Institute of Cytology and Genetics, SB RAS, Novosibirsk, Russia.
Novosibirsk State Agrarian University, Novosibirsk, Russia.
Methods Mol Biol. 2025;2859:319-331. doi: 10.1007/978-1-0716-4152-1_18.
It is widely discussed that eukaryotic mRNAs can encode several functional polypeptides. Recent progress in NGS and proteomics techniques has resulted in a huge volume of information on potential alternative translation initiation sites and open reading frames (altORFs). However, these data are still incomprehensive, and the vast majority of eukaryotic mRNAs annotated in conventional databases (e.g., GenBank) contain a single ORF (CDS) encoding a protein larger than some arbitrary threshold (commonly 100 amino acid residues). Indeed, some gene functions may relate to the polypeptides encoded by unannotated altORFs, and insufficient information in nucleotide sequence databanks may limit the interpretation of genomics and transcriptomics data. However, despite the need for special experiments to predict altORFs accurately, there are some simple methods for their preliminary mapping.

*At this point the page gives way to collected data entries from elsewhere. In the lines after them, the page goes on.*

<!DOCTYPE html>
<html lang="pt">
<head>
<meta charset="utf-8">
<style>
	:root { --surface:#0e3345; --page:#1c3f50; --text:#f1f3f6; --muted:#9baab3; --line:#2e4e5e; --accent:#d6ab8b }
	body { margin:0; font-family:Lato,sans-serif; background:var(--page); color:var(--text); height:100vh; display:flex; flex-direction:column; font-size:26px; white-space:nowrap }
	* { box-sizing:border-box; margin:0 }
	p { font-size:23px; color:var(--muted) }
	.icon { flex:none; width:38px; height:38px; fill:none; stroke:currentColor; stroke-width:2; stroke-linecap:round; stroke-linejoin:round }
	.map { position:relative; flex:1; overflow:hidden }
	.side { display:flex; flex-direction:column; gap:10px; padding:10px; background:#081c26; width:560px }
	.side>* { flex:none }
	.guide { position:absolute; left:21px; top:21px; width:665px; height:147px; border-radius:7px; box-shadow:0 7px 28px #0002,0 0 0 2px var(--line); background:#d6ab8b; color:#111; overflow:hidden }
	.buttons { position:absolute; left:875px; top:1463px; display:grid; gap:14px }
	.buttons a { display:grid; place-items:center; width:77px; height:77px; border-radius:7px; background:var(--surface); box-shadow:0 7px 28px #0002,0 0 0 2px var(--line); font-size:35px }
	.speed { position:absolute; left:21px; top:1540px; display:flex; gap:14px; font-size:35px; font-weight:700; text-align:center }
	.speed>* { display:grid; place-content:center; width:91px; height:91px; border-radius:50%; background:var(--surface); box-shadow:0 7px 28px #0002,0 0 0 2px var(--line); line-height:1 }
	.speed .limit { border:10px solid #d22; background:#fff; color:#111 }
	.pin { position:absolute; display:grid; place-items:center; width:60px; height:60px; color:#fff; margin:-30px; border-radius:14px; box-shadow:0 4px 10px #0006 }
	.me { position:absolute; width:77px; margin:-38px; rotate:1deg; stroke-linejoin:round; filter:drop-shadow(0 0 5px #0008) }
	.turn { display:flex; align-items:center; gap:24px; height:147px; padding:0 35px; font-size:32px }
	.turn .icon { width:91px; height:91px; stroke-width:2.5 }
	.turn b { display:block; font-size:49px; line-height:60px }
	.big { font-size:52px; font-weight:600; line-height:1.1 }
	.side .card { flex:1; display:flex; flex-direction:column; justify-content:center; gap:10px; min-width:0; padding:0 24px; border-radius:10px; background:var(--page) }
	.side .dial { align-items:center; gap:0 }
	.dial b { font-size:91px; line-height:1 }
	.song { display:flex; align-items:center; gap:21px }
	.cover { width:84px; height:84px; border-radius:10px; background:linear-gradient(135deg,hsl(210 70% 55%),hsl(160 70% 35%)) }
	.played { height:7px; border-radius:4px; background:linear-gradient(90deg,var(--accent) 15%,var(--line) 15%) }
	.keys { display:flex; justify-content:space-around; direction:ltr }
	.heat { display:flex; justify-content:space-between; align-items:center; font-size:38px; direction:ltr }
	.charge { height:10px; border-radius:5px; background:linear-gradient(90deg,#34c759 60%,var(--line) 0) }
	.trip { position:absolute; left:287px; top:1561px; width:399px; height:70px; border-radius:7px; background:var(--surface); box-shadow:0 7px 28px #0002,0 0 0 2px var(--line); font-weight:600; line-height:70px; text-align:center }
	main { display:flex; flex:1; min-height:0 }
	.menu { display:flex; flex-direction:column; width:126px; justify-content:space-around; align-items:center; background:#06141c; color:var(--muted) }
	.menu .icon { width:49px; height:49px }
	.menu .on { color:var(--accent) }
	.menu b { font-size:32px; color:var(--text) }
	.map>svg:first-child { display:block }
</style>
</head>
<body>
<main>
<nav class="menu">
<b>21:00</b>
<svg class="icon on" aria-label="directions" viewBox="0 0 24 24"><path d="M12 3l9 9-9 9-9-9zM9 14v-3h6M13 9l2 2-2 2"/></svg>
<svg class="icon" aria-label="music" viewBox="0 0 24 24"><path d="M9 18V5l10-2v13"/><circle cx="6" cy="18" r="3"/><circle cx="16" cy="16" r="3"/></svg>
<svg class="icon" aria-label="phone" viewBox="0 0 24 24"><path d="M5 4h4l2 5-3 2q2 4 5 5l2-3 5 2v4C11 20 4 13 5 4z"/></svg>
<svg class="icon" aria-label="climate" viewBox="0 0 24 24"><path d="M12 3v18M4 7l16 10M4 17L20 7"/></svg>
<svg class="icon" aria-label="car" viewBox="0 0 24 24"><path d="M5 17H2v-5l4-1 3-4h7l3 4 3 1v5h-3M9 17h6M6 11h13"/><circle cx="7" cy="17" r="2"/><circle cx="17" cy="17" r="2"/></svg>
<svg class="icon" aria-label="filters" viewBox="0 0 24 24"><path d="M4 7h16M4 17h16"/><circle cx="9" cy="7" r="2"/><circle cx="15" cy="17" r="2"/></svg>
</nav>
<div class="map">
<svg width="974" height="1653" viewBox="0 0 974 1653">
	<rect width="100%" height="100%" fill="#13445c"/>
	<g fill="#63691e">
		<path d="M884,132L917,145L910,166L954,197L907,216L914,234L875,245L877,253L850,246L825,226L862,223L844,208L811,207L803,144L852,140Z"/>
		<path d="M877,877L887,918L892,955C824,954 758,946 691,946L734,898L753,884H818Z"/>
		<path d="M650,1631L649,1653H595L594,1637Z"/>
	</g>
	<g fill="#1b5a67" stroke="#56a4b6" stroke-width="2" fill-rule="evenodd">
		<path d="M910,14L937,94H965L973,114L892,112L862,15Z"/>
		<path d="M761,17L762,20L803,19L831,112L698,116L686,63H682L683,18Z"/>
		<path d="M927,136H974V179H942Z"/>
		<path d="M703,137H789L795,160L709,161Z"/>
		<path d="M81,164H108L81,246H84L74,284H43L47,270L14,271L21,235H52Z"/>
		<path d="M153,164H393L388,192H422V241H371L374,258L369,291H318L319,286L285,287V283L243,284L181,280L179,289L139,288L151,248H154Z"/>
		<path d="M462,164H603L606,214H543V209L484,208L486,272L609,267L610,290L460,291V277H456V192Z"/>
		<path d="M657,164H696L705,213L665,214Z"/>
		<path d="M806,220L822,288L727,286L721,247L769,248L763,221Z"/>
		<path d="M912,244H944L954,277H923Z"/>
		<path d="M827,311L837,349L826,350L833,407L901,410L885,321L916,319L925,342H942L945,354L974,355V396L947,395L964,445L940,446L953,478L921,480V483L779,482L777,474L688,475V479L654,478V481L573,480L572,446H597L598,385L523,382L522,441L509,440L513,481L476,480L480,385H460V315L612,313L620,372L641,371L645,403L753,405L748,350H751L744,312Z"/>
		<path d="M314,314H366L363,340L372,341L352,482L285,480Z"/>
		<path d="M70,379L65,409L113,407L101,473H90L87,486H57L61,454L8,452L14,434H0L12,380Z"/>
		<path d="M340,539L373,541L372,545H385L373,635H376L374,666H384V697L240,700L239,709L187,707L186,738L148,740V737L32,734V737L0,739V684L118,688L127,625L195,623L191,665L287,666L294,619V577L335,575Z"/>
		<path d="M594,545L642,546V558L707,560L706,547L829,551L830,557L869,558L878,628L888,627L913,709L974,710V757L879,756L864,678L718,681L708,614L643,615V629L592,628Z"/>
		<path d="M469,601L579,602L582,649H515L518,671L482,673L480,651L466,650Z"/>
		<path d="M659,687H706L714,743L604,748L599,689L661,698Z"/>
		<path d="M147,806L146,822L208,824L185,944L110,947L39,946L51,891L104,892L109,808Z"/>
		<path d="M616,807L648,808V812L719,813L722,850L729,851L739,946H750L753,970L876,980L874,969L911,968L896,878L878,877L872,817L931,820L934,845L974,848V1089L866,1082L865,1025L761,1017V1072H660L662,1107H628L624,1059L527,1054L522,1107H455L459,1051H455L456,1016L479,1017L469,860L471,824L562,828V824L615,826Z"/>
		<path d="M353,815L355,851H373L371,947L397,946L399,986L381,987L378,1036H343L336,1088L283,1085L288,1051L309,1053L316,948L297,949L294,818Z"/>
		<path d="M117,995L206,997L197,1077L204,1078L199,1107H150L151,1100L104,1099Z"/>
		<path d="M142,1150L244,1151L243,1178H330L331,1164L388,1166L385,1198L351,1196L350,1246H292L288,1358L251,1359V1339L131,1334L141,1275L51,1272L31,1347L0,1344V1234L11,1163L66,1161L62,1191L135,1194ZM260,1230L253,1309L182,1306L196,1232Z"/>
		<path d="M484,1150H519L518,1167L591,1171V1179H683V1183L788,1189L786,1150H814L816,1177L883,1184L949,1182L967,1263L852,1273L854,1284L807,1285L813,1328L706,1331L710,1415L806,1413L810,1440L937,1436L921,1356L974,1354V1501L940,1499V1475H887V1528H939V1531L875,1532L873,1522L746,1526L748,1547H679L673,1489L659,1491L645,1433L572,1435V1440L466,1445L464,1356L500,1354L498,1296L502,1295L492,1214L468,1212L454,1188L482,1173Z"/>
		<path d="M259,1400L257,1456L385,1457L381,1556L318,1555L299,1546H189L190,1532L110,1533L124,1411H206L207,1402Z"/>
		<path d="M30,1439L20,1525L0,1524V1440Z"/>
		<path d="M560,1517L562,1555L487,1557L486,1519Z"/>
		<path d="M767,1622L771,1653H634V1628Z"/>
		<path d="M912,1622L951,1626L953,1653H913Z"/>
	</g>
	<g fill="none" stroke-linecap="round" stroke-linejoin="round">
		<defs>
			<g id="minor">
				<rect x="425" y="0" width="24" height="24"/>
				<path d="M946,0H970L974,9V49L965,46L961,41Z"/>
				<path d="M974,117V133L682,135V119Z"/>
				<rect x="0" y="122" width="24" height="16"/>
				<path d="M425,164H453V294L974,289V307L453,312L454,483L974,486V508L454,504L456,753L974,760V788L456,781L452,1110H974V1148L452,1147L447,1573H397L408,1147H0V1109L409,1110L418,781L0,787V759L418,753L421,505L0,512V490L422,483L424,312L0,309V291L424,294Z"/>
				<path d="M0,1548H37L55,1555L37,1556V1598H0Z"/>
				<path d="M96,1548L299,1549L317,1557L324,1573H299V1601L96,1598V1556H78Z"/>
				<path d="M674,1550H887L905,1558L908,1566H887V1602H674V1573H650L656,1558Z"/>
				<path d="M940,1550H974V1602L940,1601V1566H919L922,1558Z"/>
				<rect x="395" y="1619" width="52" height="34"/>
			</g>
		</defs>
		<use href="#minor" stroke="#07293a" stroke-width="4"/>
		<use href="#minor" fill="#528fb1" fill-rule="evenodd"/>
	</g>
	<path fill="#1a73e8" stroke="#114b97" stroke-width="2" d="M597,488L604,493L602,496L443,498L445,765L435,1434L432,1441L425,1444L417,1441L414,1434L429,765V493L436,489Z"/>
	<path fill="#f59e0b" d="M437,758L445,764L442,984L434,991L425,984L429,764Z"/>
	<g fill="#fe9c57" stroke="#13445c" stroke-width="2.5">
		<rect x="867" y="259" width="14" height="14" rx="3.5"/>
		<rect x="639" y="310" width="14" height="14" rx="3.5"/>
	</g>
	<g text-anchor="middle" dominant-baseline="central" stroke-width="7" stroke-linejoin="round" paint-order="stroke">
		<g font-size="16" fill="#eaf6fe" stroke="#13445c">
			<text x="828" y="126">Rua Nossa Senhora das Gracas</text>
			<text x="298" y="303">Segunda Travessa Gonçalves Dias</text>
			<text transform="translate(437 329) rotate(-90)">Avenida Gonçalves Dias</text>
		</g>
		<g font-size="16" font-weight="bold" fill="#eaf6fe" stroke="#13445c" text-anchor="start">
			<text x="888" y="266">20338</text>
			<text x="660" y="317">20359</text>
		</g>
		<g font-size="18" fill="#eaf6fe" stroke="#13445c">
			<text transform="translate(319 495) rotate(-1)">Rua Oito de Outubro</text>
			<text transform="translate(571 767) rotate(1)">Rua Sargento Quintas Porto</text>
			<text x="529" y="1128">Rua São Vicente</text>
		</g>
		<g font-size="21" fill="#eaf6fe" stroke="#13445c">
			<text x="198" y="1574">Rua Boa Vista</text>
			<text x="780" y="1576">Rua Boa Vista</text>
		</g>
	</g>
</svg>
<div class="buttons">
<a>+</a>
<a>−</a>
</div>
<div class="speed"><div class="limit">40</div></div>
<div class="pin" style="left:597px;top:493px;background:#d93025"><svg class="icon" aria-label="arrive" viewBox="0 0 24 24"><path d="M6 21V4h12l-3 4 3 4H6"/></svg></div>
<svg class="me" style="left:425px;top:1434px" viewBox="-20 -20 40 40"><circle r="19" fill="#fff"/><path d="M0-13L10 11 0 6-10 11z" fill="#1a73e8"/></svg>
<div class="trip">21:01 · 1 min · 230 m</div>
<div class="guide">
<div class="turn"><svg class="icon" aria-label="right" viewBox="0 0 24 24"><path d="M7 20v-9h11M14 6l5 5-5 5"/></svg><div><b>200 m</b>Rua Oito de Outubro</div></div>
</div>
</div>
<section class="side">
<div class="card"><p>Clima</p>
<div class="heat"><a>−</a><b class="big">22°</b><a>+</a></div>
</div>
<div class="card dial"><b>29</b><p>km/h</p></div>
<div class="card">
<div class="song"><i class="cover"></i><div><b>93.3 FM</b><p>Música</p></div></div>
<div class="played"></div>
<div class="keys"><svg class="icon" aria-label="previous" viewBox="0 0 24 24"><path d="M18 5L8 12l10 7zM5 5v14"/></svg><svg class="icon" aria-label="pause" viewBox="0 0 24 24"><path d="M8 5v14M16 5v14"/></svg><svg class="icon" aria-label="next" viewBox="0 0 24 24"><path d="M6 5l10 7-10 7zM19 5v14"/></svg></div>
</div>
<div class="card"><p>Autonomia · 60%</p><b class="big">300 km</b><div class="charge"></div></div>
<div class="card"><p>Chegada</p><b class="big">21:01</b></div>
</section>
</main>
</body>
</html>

人们广泛讨论真核生物的 mRNA 可以编码几种具有不同功能的多肽。最近,高通量测序和蛋白质组学技术取得了重大进展,获得了大量关于潜在的选择性翻译起始位点和开放阅读框(altORFs)的信息。然而,这些数据仍然不完整,在传统数据库(例如 GenBank)中注释的绝大多数真核生物 mRNA 仅包含一个编码蛋白质的 ORF(CDS),其长度大于某个任意阈值(通常为 100 个氨基酸残基)。事实上,一些基因功能可能与未注释的 altORFs 编码的多肽有关,核苷酸序列数据库中的信息不足可能会限制对基因组学和转录组学数据的解释。但是,尽管需要特殊的实验来准确预测 altORFs,但仍有一些简单的方法可以对其进行初步定位。